Thanks for the info Ben.

Ben Smith wrote:


Bill Somerville wrote:



Hello

I have Fedora Core 2 binary CD's.

Disk 1 boots OK on another machine.

I have a problem with two other machines.

On one that boots other Linux distro CD's the FC2 disk 1 fails to boot
with messages about "winging it" then "unable to find specs".

On another the CD has never booted anything (no BIOS support I think).

How do I proceed? I cannot find any docs on booting from floppy.

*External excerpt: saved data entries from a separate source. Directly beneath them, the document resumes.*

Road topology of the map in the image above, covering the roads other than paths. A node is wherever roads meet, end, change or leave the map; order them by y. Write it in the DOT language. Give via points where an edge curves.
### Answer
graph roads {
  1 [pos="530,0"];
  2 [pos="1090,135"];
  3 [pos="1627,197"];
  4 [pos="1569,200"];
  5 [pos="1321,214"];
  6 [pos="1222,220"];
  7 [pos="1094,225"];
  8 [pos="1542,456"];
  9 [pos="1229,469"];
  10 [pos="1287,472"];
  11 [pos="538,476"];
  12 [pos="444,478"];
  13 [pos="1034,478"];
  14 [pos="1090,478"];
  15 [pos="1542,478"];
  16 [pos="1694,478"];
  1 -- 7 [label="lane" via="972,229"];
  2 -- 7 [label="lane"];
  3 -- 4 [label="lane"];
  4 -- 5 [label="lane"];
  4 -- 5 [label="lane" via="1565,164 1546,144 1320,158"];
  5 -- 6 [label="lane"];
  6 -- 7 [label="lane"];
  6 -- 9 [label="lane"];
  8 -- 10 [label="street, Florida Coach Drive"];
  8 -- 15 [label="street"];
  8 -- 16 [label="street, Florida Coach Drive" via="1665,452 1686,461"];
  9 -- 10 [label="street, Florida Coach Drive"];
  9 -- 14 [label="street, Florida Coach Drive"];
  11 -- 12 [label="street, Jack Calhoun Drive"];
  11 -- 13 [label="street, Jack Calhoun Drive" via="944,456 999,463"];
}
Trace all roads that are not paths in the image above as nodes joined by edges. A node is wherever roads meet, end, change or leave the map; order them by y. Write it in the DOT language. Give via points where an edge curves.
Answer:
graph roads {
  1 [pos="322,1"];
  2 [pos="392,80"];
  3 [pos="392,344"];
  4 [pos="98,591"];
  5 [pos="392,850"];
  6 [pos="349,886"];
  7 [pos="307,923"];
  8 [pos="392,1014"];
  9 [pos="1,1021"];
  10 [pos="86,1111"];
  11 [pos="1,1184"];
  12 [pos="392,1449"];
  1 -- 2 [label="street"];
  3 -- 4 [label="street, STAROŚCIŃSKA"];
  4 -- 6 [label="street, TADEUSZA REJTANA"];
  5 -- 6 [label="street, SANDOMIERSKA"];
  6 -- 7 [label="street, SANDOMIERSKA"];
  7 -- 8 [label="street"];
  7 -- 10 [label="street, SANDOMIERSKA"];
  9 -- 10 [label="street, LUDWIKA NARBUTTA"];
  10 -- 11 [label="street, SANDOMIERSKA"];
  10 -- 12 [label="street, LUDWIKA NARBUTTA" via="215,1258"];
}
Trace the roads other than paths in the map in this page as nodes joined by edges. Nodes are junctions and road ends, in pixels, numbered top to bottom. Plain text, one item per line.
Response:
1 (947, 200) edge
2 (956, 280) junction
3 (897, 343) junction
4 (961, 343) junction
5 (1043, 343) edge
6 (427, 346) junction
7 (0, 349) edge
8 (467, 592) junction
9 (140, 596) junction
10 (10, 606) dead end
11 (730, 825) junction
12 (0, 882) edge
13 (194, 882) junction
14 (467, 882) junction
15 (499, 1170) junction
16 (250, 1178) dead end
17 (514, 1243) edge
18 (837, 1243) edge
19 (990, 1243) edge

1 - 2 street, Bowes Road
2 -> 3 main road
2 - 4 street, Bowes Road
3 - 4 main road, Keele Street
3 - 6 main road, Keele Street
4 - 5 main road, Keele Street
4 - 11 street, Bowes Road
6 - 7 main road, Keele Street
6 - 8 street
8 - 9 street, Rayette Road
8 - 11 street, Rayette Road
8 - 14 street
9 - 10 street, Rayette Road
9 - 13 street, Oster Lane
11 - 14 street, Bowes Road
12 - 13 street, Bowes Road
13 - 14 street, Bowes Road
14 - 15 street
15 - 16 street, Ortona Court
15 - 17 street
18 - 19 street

I have copied the distro files to an nfs share on another machine - but
still need some sort of bootstrap.

TIA
Bill Somerville





On the one that gives errors, how much memory does it have? The Fedora
installer requires 64 megs.



128 Mb but your solution workrd for this one anyway.



On the other, there a few options.  I find these to be the easiest, as
long as you can boot from a floppy:

Smart Boot Manager: http://btmgr.webframe.org/



Tried this and got confused, docs aren't too good. It doesn't seem to be able to boot my CD-ROM.



Generic Linux Boot Floppy: http://www.deesconsulting.com/glbf



This is better, on the machine with the sometimes bootable (but not with FC2) CD-ROM this has got me going with a booted CD and install from CD-ROM iso's.


For the other machine things are more complicated, I neglected to give some critical info. It's a laptop with either CD or floppy (not both) so a bootable floppy is only useful if a NFS install can be done (this has always worked before) but I can't see any info for using glbf for network bootstraps.

It looks as if I'll have to make a custom kernel and initrd for my
machine and NIC. Is it possible to build a smaller kernel that fits on a
floppy?

Any better ideas?



-Ben
Dees Consulting
www.deesconsulting.com



TIA Bill Somerville




Bill,

Unfortunately glbf doesn't support network booting at the moment. It may in the future, once some of the other design goals have been achieved.

If you can get Fedora's boot.iso image onto a fat/32 partition on the hard drive, the current version of glbf will let you boot from that image, and initiate a network install using the Fedora installer. I think this would be the easiest thing to do. The HOWTO document explains the process. Basically, you would rename the boot.iso image to glbf.iso and place it in the root (topmost) directory of the partition.

Unfortunately, though, I have never done an install specifically this way. My only concern would be whether the important bits from the boot.iso image are copied to memory so that the image can be overwritten during the install. Perhaps someone with knowledge of the Fedora installer could answer that question. If not, you would have to create a separate partition to contain the boot.iso image, and make sure not to format it during the install.

If that option is not feasible, and you do not find another solution, the next version of glbf will likely support booting from USB memory sticks. There is a Fedora install image for those that would let you bootstrap to a network install if necessary.